Represents a quantized tensor object. The object holds quantized values stored in a floating-point tensor along with an EncodingBase object which holds the information necessary to map the quantized values back to the real/represented values.

dequantize()[source]

Dequantizes self using self.encoding to produce a DequantizedTensor with the same encoding information.

Example: :rtype: DequantizedTensor

>>> from aimet_torch.v2.quantization as Q
>>> x = torch.tensor([[2.57, -2.312],
...                   [0.153, 0.205]])
>>> quantizer = Q.affine.Quantize(shape=(), bitwidth=8, symmetric=True)
>>> quantizer.set_range(-128 * 0.1, 127 * 0.1)
>>> x_q = quantizer(x)
>>> x_q
QuantizedTensor([[ 26., -23.],
                 [  2.,   2.]], grad_fn=<AliasBackward0>)
>>> x_dq = x_q.dequantize()
>>> x_dq
DequantizedTensor([[ 2.6000, -2.3000],
                   [ 0.2000,  0.2000]], grad_fn=<AliasBackward0>)
>>> torch.equal(x_dq.encoding.scale, x_q.encoding.scale)
True
quantize()[source]

Returns self

Return type:

QuantizedTensor

quantized_repr()[source]

Return the quantized representation of self as a torch.Tensor with data type self.encoding.dtype :rtype: Tensor

Note

The result of this function may not be able to carry a gradient depending on the quantized data type.
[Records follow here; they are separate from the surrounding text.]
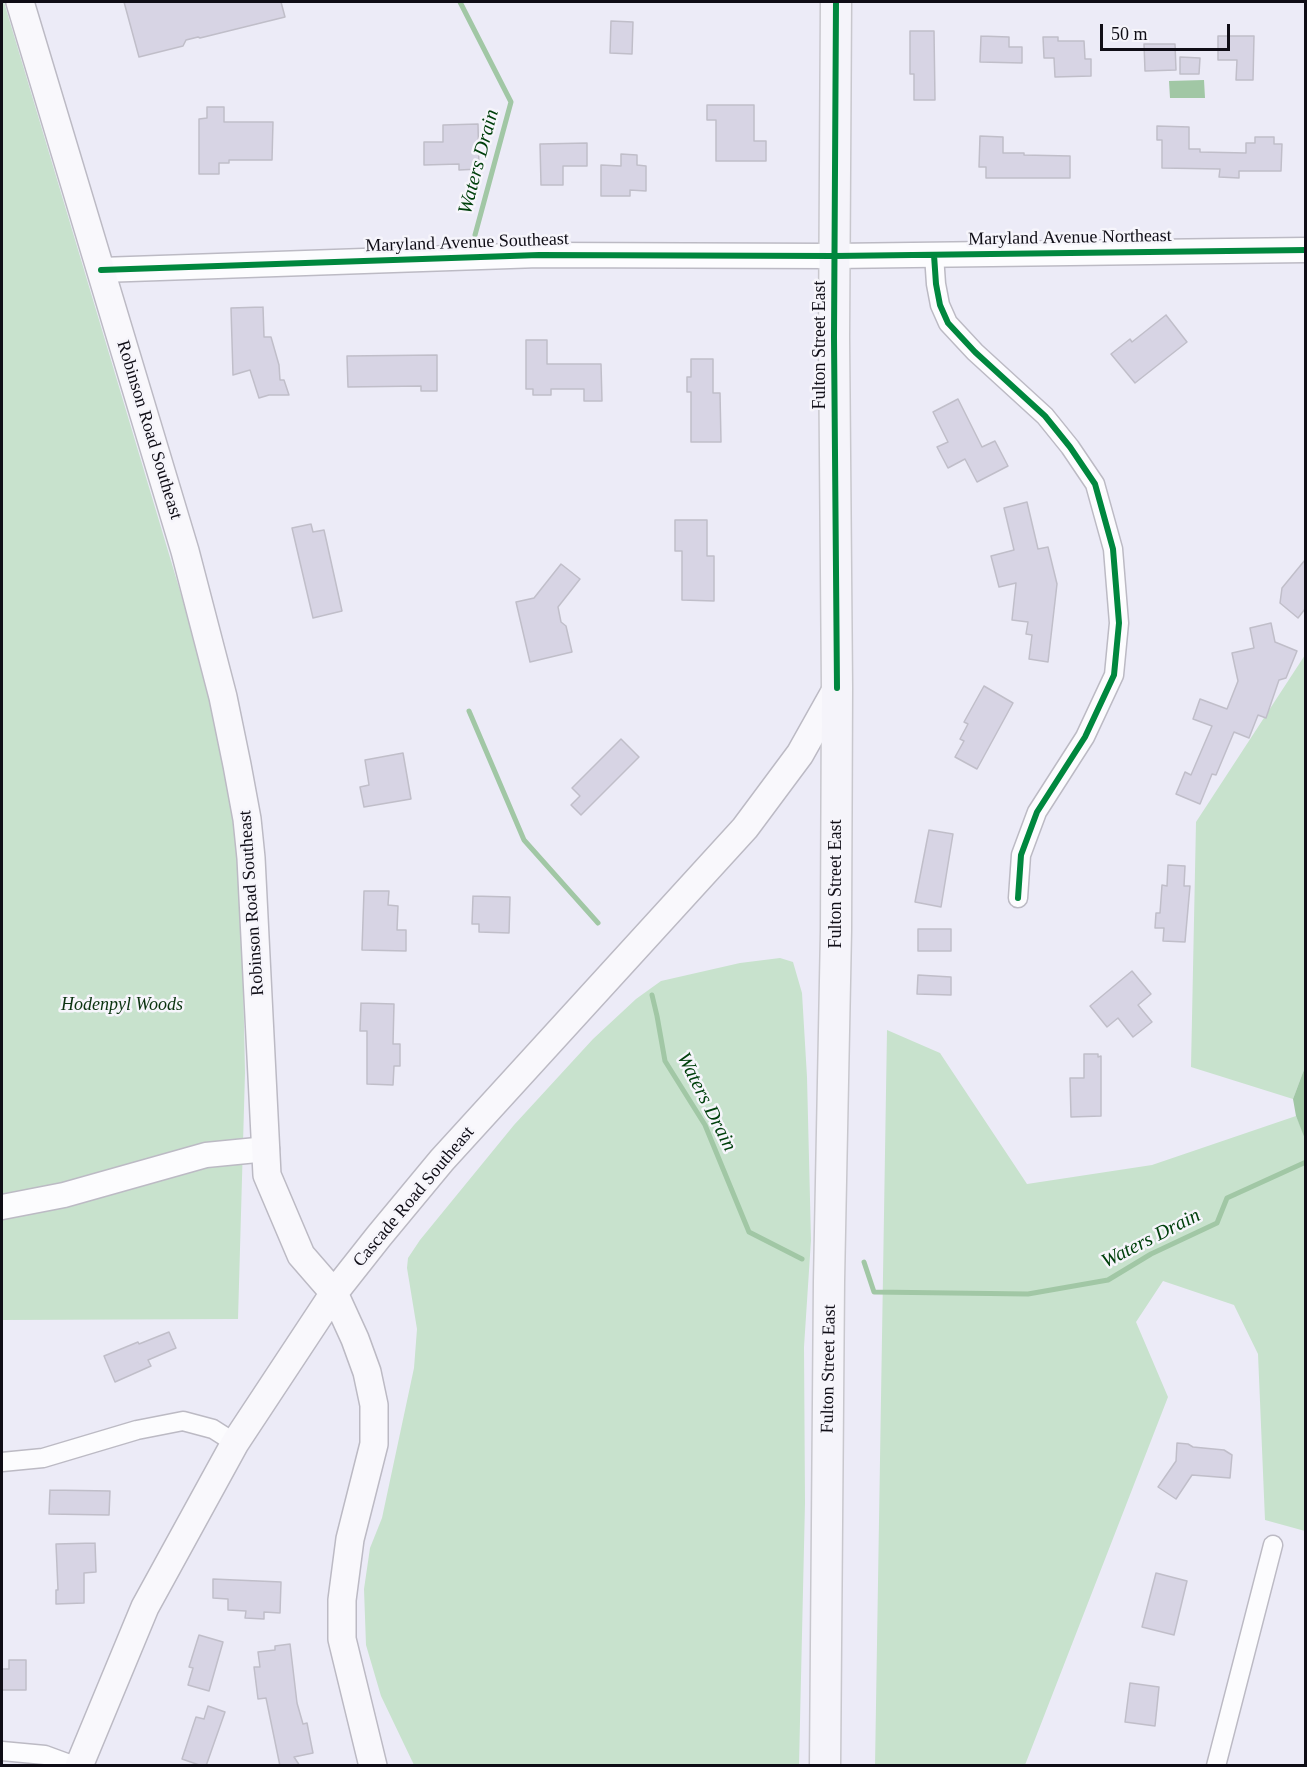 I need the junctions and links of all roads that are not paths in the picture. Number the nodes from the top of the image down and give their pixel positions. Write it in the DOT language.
graph roads {
  1 [pos="20,2"];
  2 [pos="836,2"];
  3 [pos="1305,250"];
  4 [pos="934,255"];
  5 [pos="834,256"];
  6 [pos="101,270"];
  7 [pos="837,688"];
  8 [pos="1018,898"];
  9 [pos="267,1149"];
  10 [pos="2,1207"];
  11 [pos="334,1293"];
  12 [pos="235,1443"];
  13 [pos="2,1462"];
  14 [pos="1273,1545"];
  15 [pos="2,1750"];
  16 [pos="77,1766"];
  17 [pos="373,1766"];
  18 [pos="825,1766"];
  19 [pos="1216,1766"];
  1 -- 6 [label="main road, Robinson Road Southeast"];
  2 -- 5 [label="main road, Fulton Street East"];
  3 -- 4 [label="street, Maryland Avenue Northeast"];
  4 -- 5 [label="street, Maryland Avenue Northeast"];
  4 -- 8 [label="street"];
  5 -- 6 [label="street, Maryland Avenue Southeast"];
  5 -- 7 [label="main road, Fulton Street East"];
  6 -- 9 [label="main road, Robinson Road Southeast"];
  7 -- 11 [label="main road, Cascade Road Southeast"];
  7 -- 18 [label="main road, Fulton Street East"];
  9 -- 10 [label="street"];
  9 -- 11 [label="main road, Robinson Road Southeast"];
  11 -- 12 [label="main road, Cascade Road Southeast"];
  11 -- 17 [label="main road, Robinson Road Southeast"];
  12 -- 13 [label="street"];
  12 -- 16 [label="main road, Cascade Road Southeast"];
  14 -- 19 [label="street"];
  15 -- 16 [label="street"];
}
Thus, it may be necessary to call this only within an autograd function to allow for backpropagation.

Example

>>> from aimet_torch.v2 import quantization as Q
>>> quantizer = Q.affine.Quantize(shape=(2, 1), bitwidth=8, symmetric=True)
>>> x = torch.randn((2, 4), requires_grad=True)
>>> with quantizer.compute_encodings():
...     x_q = quantizer(x)
>>> x_q
QuantizedTensor([[  11.,  -57., -128.,   38.],
                 [  28.,   -0., -128.,  -40.]], grad_fn=<AliasBackward0>)
>>> x_q.quantized_repr()
tensor([[  11,  -57, -128,   38],
        [  28,    0, -128,  -40]], dtype=torch.int8)